Jamais isso passou pela minha cabeça. Continuei a ser a mesma pessoa que sempre fui. Tive muito apoio da minha família.
Você sonha quando dorme?
Sonho! E geralmente comigo mesmo trabalhando na oficina! Tem tanta coisa boa para sonhar eu só sonho com serralheria!
Você era bom de futebol?
Não! Quando jogava no juvenil era meio-esquerda. O uniforme do Jaraguá Futebol Clube era verde e branco. Nosso maior adversário era o Atlético da Vila Rezende. O Palmeirinha era um time bom também. O Náutico. Tinha time bom, a bola era de capotão, um peso danado. Meu pai não deixou fazer duas coisas: subir em pau de sebo para tirar o Judas e nem deixou que eu engraxasse sapatos, mesmo eu tendo feito uma caixa.
Você conheceu a família Canale?
O João Canele era meu padrinho de batismo.
Você freqüentou  Cine Paulistinha, situado na Rua Benjamin Constant, aonde hoje funciona a Freio Tec?
Quantas vezes fui ao Paulistinha! Teve um dia que passou o filme “Marcelino Pão e Vinho”, teve uma hora em que o barco pegava fogo, nesse exato momento, o aviso de saída de emergência do cinema deu um curto circuito, foi uma correria naquele cinema! Do lado do Cine Broadway havia uma casa, na esquina, nós abríamos o portão e pulávamos o muro saindo no banheiro do cinema. Entrava no cinema sem pagar ingresso.
Você conheceu a Padaria Cruzeiro na Avenida Dr.Paulo de Moraes?
Quando morei no bairro Higienópolis continuava a sair com a minha turminha da Praça Takaki. Ia para o centro, para o cinema, depois voltava, eu ia para casa sozinho, para ir até o bairro Higienópolis atravessava o pontilhão. Passava na Padaria Cruzeiro, comprava uma bengala, duas bengalas e ia comendo.

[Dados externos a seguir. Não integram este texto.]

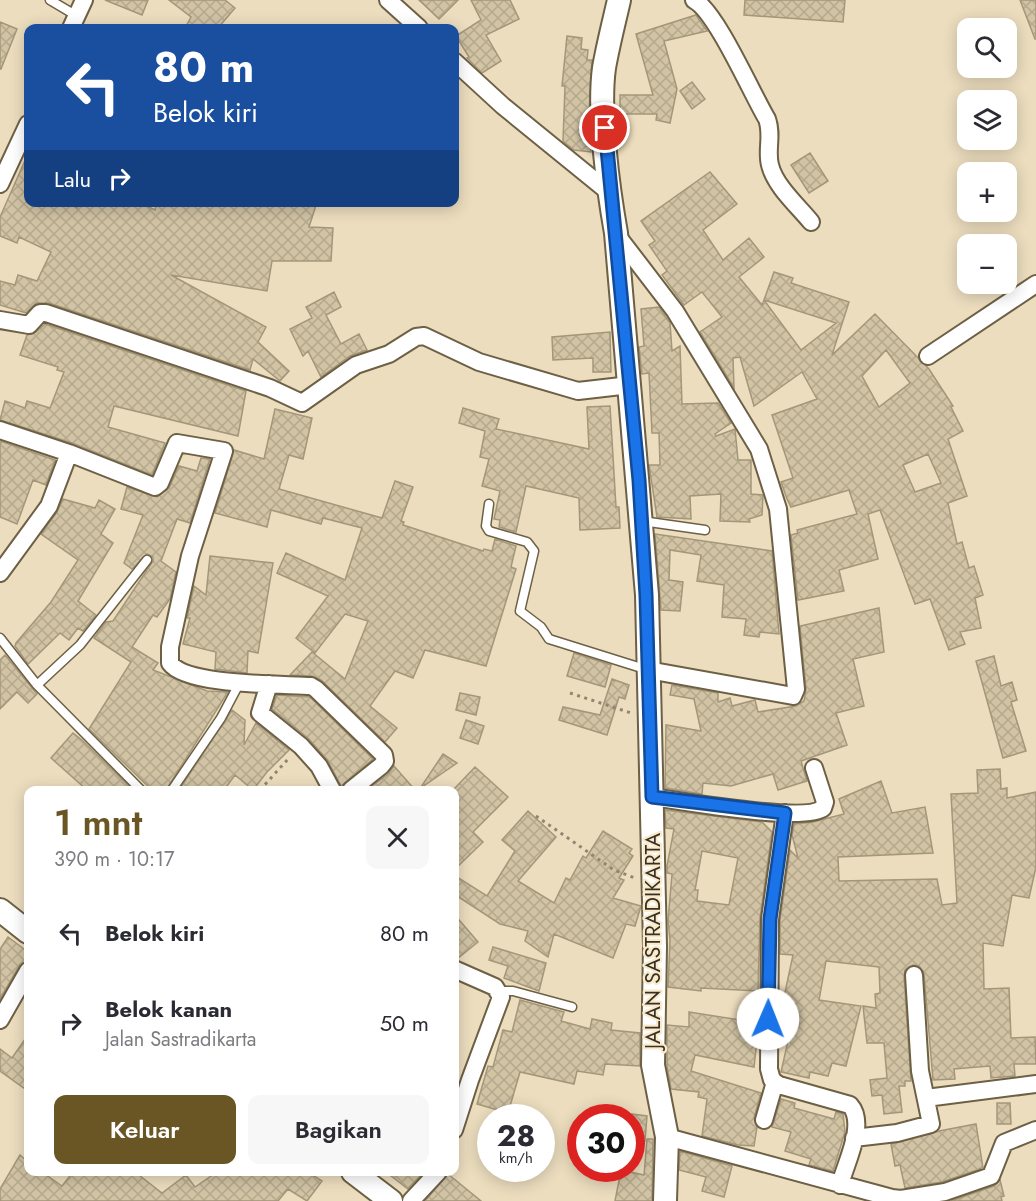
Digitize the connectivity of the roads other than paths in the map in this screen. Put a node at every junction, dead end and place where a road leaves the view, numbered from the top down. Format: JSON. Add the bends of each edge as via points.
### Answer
{"nodes":[{"id":1,"x":50,"y":0,"type":"edge"},
{"id":2,"x":84,"y":0,"type":"edge"},
{"id":3,"x":388,"y":0,"type":"edge"},
{"id":4,"x":619,"y":0,"type":"edge"},
{"id":5,"x":694,"y":0,"type":"edge"},
{"id":6,"x":74,"y":22,"type":"edge"},
{"id":7,"x":415,"y":24,"type":"edge"},
{"id":8,"x":459,"y":67,"type":"edge"},
{"id":9,"x":24,"y":133,"type":"edge"},
{"id":10,"x":0,"y":184,"type":"edge"},
{"id":11,"x":610,"y":193,"type":"junction"},
{"id":12,"x":811,"y":222,"type":"dead end"},
{"id":13,"x":616,"y":233,"type":"junction"},
{"id":14,"x":1036,"y":284,"type":"edge"},
{"id":15,"x":0,"y":320,"type":"edge"},
{"id":16,"x":928,"y":356,"type":"dead end"},
{"id":17,"x":630,"y":385,"type":"junction"},
{"id":18,"x":0,"y":430,"type":"edge"},
{"id":19,"x":69,"y":453,"type":"junction"},
{"id":20,"x":489,"y":504,"type":"dead end"},
{"id":21,"x":641,"y":521,"type":"junction"},
{"id":22,"x":705,"y":530,"type":"dead end"},
{"id":23,"x":147,"y":560,"type":"dead end"},
{"id":24,"x":0,"y":573,"type":"edge"},
{"id":25,"x":0,"y":638,"type":"edge"},
{"id":26,"x":648,"y":670,"type":"junction"},
{"id":27,"x":239,"y":684,"type":"junction"},
{"id":28,"x":269,"y":684,"type":"junction"},
{"id":29,"x":37,"y":685,"type":"junction"},
{"id":30,"x":814,"y":768,"type":"dead end"},
{"id":31,"x":137,"y":786,"type":"edge"},
{"id":32,"x":175,"y":786,"type":"edge"},
{"id":33,"x":330,"y":786,"type":"edge"},
{"id":34,"x":356,"y":786,"type":"edge"},
{"id":35,"x":652,"y":797,"type":"junction"},
{"id":36,"x":785,"y":813,"type":"junction"},
{"id":37,"x":0,"y":910,"type":"edge"},
{"id":38,"x":24,"y":929,"type":"edge"},
{"id":39,"x":459,"y":971,"type":"edge"},
{"id":40,"x":914,"y":975,"type":"dead end"},
{"id":41,"x":24,"y":978,"type":"edge"},
{"id":42,"x":499,"y":991,"type":"junction"},
{"id":43,"x":572,"y":1007,"type":"dead end"},
{"id":44,"x":0,"y":1020,"type":"edge"},
{"id":45,"x":775,"y":1082,"type":"junction"},
{"id":46,"x":1036,"y":1084,"type":"edge"},
{"id":47,"x":926,"y":1098,"type":"junction"},
{"id":48,"x":459,"y":1114,"type":"edge"},
{"id":49,"x":765,"y":1120,"type":"dead end"},
{"id":50,"x":1036,"y":1130,"type":"edge"},
{"id":51,"x":667,"y":1137,"type":"junction"},
{"id":52,"x":854,"y":1138,"type":"junction"},
{"id":53,"x":358,"y":1176,"type":"edge"},
{"id":54,"x":434,"y":1176,"type":"edge"},
{"id":55,"x":840,"y":1185,"type":"junction"},
{"id":56,"x":947,"y":1196,"type":"edge"},
{"id":57,"x":391,"y":1201,"type":"edge"},
{"id":58,"x":411,"y":1201,"type":"edge"},
{"id":59,"x":666,"y":1201,"type":"edge"}],
"edges":[{"from":1,"to":6,"type":"lane"},
{"from":2,"to":6,"type":"street"},
{"from":3,"to":7,"type":"street"},
{"from":4,"to":11,"type":"street","name":"JALAN SASTRADIKARTA","via":[[604,68]]},
{"from":5,"to":12,"type":"street","via":[[703,5],[767,119],[771,130],[769,164],[775,177]]},
{"from":8,"to":11,"type":"street"},
{"from":9,"to":10,"type":"street"},
{"from":11,"to":13,"type":"street","name":"JALAN SASTRADIKARTA"},
{"from":13,"to":17,"type":"street","name":"JALAN SASTRADIKARTA"},
{"from":13,"to":26,"type":"street","via":[[675,311],[759,449],[778,509],[796,689],[793,696]]},
{"from":14,"to":16,"type":"street"},
{"from":15,"to":17,"type":"street","via":[[30,325],[40,312],[46,313],[270,388],[297,403],[308,401],[356,365],[424,336],[479,362],[578,391]]},
{"from":17,"to":21,"type":"street","name":"JALAN SASTRADIKARTA"},
{"from":18,"to":19,"type":"street"},
{"from":19,"to":24,"type":"street","via":[[48,506]]},
{"from":19,"to":27,"type":"street","via":[[155,487],[177,443],[224,451],[190,555],[169,657],[181,673]]},
{"from":20,"to":26,"type":"lane","via":[[489,531],[527,542],[534,552],[520,610],[549,639]]},
{"from":21,"to":22,"type":"lane"},
{"from":21,"to":26,"type":"street","name":"JALAN SASTRADIKARTA"},
{"from":23,"to":29,"type":"lane","via":[[80,645]]},
{"from":25,"to":29,"type":"lane"},
{"from":26,"to":35,"type":"street","name":"JALAN SASTRADIKARTA"},
{"from":27,"to":28,"type":"street"},
{"from":27,"to":32,"type":"lane"},
{"from":28,"to":33,"type":"street","via":[[260,713],[301,746]]},
{"from":28,"to":34,"type":"street","via":[[316,689],[384,755],[381,766]]},
{"from":29,"to":31,"type":"lane"},
{"from":30,"to":36,"type":"street","via":[[823,808],[814,813]]},
{"from":35,"to":36,"type":"street"},
{"from":35,"to":51,"type":"street","name":"JALAN SASTRADIKARTA","via":[[653,1065]]},
{"from":36,"to":45,"type":"street","via":[[770,919],[768,1059],[770,1076]]},
{"from":37,"to":38,"type":"street"},
{"from":39,"to":42,"type":"street"},
{"from":40,"to":47,"type":"street","via":[[920,1071]]},
{"from":41,"to":44,"type":"street"},
{"from":42,"to":43,"type":"lane"},
{"from":42,"to":48,"type":"street","via":[[500,1004]]},
{"from":45,"to":49,"type":"street"},
{"from":45,"to":52,"type":"street","via":[[850,1106],[856,1115]]},
{"from":46,"to":47,"type":"street"},
{"from":47,"to":52,"type":"street","via":[[929,1127]]},
{"from":50,"to":56,"type":"street","via":[[1004,1143],[994,1174]]},
{"from":51,"to":55,"type":"street"},
{"from":51,"to":59,"type":"street","name":"JALAN SASTRADIKARTA"},
{"from":52,"to":55,"type":"street"},
{"from":53,"to":57,"type":"street"},
{"from":54,"to":58,"type":"street"},
{"from":55,"to":56,"type":"street","via":[[880,1197]]}]}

A Avenida Dr. Paulo de Moraes terminava na Rua do Rosário, onde havia dois barracões, um era sede do Jaraguá, com mesa de snooker, e no outro havia um salão grande, eles mexiam com café ali.  Onde hoje está tudo construído tinha mangueiras, pés de abacate manteiga, aqueles abacatinhos pequenos. Tinha um tal de “Segundinho” que arrendava a parte que tinha frutas.
Você desfilou em carnaval alguma vez?
Não. Mas tem uma música “Quando Eu Me Chamar Saudade” retrata bem a realidade. Gosto dessa música.